Everywhere in this world there are debates on many things. Logic is often employed in order to understand and come to an agreement on these debated topics. One such topic, which is arguably the greatest topic of debate occurring in modern day, is the existence of God. Sure, many people believe in some sort of higher being, but how many of them try and use logic and rational thought to prove the existence of God. Many probably, however we will only look at one such person. Rene Descartes attempts to use his own logic to come up with the conclusion that a perfect being does exist and that being is in itself God in his book Meditations on First Philosophy. We must first look at the background of Descartes thought process in the first two meditations where he explores the existence of himself and the use of methodic doubt, in order to get a feel on his position of ideas. We must also look at the various problems with Descartes’ logic behind the existence of God to determine whether or not it is a workable and valid argument.

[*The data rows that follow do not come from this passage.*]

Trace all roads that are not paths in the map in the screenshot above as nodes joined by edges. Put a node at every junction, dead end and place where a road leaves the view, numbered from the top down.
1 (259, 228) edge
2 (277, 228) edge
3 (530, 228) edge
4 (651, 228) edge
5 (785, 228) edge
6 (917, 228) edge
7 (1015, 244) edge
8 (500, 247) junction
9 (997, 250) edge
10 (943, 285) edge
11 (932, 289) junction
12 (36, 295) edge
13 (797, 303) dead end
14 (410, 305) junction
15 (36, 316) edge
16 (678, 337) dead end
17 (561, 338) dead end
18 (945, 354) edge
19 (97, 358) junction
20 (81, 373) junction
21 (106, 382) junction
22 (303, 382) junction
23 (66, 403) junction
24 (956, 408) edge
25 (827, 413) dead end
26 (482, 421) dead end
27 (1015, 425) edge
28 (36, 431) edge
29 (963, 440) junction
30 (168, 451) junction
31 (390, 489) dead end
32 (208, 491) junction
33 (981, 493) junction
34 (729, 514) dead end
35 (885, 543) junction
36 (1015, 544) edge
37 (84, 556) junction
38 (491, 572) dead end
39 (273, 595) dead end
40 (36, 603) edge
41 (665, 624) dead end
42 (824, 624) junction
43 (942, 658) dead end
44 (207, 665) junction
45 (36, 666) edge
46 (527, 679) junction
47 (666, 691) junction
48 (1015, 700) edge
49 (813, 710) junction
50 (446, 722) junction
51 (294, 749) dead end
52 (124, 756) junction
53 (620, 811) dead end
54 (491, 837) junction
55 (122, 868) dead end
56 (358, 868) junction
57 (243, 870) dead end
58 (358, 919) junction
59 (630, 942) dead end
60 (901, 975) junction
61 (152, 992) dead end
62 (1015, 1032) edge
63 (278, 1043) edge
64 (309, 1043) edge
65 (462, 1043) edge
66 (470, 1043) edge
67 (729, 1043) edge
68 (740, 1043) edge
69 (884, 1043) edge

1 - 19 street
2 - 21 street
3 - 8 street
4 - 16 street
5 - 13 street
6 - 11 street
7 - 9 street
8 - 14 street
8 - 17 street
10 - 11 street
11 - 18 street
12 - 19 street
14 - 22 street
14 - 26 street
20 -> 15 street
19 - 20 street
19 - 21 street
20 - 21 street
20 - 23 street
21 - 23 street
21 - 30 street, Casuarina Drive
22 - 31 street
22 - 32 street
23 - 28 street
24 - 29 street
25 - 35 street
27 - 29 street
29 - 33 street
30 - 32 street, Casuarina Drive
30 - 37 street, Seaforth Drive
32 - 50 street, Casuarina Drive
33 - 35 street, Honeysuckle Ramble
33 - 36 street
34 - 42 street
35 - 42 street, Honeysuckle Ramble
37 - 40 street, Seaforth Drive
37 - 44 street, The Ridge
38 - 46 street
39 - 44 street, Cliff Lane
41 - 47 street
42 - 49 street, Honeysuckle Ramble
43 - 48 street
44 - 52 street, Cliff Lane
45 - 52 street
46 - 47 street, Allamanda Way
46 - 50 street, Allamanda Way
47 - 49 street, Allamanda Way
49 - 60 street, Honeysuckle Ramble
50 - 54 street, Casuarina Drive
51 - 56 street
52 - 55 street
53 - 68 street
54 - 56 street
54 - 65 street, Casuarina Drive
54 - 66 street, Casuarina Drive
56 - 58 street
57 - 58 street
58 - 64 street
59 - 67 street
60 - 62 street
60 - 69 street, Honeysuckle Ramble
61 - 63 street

To gain a true understanding of Descartes and his logic process we must quickly examine his first two meditations. In these meditations he looks at the existence of himself and the use of methodic doubt. Descartes' meditations are created in pursuit of certainty meaning true knowledge. He cannot assume that what he has learned is necessarily true, because he is unsure of the accuracy of its initial source. In order to purge himself of all information that is possibly wrong, he subjects all he knows to methodic doubt. This results in a (theoretical) doubt of everything he knows. Anything, he reasons, that can sustain such serious doubt must be unquestionable truth, and knowledge can then be built from that base. Hence he uses methodic doubt, in order not to doubt, this leads him to doubt everything. The only true thing that cannot be doubted is that he himself doubts and thus exists (at the least as a thinking being)...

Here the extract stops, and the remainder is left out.